The Irish Distillers Pernod Ricard €100 million ($124 million) expansion project at the Midleton Distillery was undertaken to meet the projected growth of the Irish whiskey category following a 10-fold increase in Jameson sales over the past 25 years. The company also wanted to implement energy-saving measures to cut production costs and carbon footprint.

GEA Wiegand installed a new grain column unit, which was configured to distil under vacuum, with energy coupling by means of a pressure-vacuum cascade.

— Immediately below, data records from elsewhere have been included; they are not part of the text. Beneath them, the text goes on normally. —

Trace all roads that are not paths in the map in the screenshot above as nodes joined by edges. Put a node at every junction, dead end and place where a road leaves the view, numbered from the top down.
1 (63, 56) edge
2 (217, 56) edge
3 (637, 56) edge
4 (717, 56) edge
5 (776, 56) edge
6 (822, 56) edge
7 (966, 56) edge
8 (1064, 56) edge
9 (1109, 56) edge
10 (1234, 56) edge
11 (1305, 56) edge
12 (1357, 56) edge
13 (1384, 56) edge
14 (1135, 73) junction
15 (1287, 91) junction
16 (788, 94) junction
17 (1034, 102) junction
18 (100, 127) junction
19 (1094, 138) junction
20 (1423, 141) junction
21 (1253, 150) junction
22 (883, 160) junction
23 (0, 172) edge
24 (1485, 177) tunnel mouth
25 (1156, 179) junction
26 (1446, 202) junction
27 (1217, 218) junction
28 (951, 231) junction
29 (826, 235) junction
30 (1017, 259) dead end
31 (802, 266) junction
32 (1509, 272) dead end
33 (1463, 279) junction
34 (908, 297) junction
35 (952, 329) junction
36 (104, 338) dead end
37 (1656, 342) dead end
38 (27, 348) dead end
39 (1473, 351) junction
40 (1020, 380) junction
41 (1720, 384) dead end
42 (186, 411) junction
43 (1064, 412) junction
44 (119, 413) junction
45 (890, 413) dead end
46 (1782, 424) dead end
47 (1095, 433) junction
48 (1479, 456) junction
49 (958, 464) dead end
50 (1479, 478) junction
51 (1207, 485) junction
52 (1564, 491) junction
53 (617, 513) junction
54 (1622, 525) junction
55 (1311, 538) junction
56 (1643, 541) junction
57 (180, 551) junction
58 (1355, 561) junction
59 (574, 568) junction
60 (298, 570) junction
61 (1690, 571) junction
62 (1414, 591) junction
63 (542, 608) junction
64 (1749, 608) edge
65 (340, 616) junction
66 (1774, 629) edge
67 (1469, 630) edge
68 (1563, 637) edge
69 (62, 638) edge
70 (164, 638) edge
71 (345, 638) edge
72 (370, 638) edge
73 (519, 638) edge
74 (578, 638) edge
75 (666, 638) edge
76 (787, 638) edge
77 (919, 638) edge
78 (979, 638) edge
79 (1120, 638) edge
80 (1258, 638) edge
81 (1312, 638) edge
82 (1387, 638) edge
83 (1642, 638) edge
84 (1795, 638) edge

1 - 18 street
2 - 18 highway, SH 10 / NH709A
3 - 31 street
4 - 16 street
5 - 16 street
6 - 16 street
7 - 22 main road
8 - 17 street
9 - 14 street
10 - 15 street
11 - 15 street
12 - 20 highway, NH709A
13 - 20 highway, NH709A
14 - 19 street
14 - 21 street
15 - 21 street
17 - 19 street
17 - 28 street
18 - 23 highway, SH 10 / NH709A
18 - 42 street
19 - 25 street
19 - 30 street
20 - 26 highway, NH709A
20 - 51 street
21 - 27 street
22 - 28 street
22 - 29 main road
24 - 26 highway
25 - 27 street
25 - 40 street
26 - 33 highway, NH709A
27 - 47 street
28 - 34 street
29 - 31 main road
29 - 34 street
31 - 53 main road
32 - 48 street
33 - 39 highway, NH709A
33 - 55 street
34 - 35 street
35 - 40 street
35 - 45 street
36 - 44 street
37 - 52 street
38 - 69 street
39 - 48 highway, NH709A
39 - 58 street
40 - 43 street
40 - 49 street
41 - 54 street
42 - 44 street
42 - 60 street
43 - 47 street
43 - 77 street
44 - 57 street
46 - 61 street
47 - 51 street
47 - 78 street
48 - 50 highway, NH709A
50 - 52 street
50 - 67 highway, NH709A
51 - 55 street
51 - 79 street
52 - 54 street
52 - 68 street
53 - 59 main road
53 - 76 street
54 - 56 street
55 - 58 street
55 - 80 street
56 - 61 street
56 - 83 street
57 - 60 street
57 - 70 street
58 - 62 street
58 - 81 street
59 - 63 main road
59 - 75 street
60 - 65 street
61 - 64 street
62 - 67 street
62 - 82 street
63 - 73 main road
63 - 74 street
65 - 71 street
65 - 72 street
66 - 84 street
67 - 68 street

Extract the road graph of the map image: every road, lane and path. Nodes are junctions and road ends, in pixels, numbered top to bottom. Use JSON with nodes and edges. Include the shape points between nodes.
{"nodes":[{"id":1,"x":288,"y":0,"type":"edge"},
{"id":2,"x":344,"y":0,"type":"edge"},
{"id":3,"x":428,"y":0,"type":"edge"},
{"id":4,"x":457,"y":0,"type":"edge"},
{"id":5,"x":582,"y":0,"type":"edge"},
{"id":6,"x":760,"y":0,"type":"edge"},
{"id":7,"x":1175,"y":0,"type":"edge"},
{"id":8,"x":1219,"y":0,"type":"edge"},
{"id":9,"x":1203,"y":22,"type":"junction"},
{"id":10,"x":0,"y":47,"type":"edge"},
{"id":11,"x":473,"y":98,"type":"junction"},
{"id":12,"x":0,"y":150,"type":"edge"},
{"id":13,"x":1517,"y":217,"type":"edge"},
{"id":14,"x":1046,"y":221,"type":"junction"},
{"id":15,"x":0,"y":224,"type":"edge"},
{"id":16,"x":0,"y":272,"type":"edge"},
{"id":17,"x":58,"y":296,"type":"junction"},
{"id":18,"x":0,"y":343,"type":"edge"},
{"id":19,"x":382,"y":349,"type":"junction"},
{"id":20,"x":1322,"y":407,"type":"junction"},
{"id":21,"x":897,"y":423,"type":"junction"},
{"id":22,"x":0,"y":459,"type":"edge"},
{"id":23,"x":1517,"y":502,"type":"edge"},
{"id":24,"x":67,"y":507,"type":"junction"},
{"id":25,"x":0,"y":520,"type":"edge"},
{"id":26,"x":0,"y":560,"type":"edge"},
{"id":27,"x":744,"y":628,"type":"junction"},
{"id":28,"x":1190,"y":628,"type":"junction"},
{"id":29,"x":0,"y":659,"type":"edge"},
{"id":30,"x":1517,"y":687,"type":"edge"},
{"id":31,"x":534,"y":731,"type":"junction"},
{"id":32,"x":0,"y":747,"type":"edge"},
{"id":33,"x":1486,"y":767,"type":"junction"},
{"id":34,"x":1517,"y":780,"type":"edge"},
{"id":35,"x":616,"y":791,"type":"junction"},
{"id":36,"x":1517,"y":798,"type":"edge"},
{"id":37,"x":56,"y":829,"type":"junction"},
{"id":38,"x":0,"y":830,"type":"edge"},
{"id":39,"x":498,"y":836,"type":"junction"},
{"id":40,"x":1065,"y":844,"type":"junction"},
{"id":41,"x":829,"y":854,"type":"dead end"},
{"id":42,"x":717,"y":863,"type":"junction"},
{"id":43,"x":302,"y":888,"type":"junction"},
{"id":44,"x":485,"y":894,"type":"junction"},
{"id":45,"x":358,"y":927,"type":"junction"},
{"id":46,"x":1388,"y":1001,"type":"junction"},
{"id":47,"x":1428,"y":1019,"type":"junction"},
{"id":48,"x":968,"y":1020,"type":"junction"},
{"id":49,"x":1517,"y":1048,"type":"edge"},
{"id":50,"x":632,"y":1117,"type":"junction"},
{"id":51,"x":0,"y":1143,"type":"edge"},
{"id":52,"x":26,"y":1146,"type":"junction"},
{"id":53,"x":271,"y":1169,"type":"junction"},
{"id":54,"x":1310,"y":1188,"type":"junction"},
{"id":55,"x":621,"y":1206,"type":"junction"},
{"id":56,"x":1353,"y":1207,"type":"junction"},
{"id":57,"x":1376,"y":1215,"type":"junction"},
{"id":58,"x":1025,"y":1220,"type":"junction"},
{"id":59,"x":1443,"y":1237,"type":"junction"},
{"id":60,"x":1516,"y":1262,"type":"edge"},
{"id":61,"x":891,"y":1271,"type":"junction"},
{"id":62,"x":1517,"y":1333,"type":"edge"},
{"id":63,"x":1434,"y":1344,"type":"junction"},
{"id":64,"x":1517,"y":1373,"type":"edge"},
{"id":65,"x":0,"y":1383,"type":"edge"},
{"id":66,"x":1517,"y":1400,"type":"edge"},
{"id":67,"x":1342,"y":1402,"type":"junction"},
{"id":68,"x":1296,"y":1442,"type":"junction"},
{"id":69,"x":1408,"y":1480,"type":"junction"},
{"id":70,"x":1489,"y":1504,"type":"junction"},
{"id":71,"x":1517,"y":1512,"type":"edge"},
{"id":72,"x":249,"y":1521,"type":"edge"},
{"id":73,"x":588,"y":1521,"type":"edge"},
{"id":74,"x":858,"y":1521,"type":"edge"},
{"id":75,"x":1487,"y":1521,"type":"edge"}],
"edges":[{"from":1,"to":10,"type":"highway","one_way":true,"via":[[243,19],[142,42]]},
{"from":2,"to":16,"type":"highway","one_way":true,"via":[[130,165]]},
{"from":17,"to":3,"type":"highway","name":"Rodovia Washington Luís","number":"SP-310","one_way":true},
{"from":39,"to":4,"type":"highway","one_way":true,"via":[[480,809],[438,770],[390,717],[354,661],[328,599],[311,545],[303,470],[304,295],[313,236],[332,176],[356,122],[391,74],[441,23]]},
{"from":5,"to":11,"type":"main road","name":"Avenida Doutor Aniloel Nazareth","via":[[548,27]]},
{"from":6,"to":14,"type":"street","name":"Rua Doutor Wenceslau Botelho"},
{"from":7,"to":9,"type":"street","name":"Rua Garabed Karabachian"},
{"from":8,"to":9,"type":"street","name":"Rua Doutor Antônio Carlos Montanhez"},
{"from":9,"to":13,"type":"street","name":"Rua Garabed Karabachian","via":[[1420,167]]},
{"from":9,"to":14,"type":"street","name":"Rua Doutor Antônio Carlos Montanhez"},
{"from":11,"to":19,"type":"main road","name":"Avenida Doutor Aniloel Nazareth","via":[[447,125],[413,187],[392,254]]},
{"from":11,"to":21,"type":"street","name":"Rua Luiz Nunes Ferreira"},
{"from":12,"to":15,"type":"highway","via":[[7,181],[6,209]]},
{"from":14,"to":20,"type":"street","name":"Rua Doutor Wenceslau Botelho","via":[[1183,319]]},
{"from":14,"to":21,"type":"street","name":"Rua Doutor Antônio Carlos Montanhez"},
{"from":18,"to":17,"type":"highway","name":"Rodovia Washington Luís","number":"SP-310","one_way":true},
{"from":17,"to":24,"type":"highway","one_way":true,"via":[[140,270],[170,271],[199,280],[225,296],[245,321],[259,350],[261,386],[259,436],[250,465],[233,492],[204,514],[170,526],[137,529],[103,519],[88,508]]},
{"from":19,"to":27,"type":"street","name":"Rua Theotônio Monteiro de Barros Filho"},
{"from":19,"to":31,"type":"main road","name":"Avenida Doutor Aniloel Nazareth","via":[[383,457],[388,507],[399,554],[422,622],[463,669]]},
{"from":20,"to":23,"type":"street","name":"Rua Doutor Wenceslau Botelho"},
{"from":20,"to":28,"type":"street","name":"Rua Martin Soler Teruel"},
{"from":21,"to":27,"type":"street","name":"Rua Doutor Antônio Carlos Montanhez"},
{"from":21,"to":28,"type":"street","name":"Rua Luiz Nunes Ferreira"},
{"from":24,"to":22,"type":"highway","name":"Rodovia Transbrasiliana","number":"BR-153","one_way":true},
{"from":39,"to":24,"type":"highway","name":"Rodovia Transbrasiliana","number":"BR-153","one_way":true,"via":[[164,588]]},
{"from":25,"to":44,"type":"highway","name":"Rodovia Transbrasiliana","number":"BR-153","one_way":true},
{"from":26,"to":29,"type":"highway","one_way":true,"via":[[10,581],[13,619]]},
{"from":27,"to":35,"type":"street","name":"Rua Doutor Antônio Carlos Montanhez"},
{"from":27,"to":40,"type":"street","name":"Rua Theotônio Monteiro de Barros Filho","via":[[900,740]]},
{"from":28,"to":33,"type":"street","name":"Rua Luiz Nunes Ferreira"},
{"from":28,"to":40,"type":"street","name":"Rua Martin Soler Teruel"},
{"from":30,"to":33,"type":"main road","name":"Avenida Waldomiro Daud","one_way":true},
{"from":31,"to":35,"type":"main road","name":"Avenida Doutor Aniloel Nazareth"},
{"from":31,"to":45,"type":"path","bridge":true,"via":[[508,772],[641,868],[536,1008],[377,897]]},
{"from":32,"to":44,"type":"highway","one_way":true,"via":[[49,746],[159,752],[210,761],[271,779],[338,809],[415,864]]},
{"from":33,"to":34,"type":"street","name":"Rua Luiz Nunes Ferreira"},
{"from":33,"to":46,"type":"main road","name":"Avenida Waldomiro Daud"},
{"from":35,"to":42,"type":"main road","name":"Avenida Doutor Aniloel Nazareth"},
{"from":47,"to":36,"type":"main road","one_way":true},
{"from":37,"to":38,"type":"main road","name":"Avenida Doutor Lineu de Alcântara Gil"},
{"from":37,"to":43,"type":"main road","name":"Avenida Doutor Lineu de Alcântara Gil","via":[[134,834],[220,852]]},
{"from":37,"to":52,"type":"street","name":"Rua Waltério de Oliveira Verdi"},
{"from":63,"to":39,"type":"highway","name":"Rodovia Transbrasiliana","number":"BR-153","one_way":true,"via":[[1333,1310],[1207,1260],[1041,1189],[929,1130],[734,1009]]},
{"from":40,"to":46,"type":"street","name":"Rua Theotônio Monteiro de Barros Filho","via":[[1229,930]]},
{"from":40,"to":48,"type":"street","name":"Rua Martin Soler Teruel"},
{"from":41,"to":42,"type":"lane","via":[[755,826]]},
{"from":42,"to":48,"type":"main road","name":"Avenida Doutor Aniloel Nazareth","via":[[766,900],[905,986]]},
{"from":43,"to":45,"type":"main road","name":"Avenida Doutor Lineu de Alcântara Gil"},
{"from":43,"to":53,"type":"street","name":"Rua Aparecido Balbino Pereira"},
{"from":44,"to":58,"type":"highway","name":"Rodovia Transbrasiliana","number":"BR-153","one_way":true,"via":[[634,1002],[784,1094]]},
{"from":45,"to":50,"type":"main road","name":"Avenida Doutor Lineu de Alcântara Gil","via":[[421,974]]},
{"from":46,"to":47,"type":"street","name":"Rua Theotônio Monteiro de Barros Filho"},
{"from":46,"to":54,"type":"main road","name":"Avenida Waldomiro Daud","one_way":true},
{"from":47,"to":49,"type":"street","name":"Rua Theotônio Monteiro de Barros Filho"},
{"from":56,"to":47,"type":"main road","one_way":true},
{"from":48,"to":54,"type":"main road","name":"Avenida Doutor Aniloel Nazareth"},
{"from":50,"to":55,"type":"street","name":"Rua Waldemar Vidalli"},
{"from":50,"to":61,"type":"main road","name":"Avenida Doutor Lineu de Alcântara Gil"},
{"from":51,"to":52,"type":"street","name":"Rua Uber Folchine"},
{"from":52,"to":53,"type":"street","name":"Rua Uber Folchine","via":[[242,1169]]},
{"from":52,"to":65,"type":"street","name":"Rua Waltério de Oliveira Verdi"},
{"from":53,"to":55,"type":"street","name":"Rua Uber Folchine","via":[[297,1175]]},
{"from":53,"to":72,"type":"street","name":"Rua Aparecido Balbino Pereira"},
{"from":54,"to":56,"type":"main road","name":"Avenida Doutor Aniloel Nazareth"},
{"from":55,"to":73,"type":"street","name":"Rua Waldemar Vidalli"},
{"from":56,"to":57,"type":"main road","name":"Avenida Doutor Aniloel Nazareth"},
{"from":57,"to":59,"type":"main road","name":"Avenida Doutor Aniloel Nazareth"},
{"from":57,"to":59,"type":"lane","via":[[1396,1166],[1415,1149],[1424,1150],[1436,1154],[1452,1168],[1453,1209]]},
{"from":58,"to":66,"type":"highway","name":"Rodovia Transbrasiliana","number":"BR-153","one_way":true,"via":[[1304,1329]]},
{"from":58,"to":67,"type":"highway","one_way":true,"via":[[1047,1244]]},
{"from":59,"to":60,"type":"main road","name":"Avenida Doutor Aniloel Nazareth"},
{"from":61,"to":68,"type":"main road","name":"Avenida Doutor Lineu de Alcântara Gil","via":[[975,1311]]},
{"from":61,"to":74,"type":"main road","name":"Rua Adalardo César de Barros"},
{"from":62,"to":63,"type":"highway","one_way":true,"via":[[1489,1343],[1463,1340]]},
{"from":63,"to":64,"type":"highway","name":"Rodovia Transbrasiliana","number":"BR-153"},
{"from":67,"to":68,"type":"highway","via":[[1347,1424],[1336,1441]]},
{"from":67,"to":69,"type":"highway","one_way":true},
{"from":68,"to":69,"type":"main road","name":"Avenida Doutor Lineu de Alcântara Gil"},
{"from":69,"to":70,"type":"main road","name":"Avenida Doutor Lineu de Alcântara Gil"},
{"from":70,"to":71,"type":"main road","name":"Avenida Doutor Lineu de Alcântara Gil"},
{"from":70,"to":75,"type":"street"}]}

“This resulted in the achievement of a new technological milestone, with the first commercial distilling installation by means of Mechanical Vapour Recompression — or MVR, a heat pump — whereby energy is recovered mechanically and reintroduced back into the distillation column, an almost virtuous circle for the recovery and reuse of latent heat,” says GEA Wiegand spokesperson David Scheiby.

The new grain distillation process has replaced and more than doubled the former distillery capacity to 64 MLA per year. It also resulted in a CO2 reduction of 37,000 metric tons per year, compared to traditional process at expansion capacity, and saved the company €5.5 million ($7 million) in fuel costs per year.

Elsewhere in the industry, Scottish startup Celtic Renewables says it can turn waste from the country’s £4 billion ($6 billion) whiskey-making industry into millions of gallons of renewable fuel, creating a £60 million ($90 million) biofuels industry.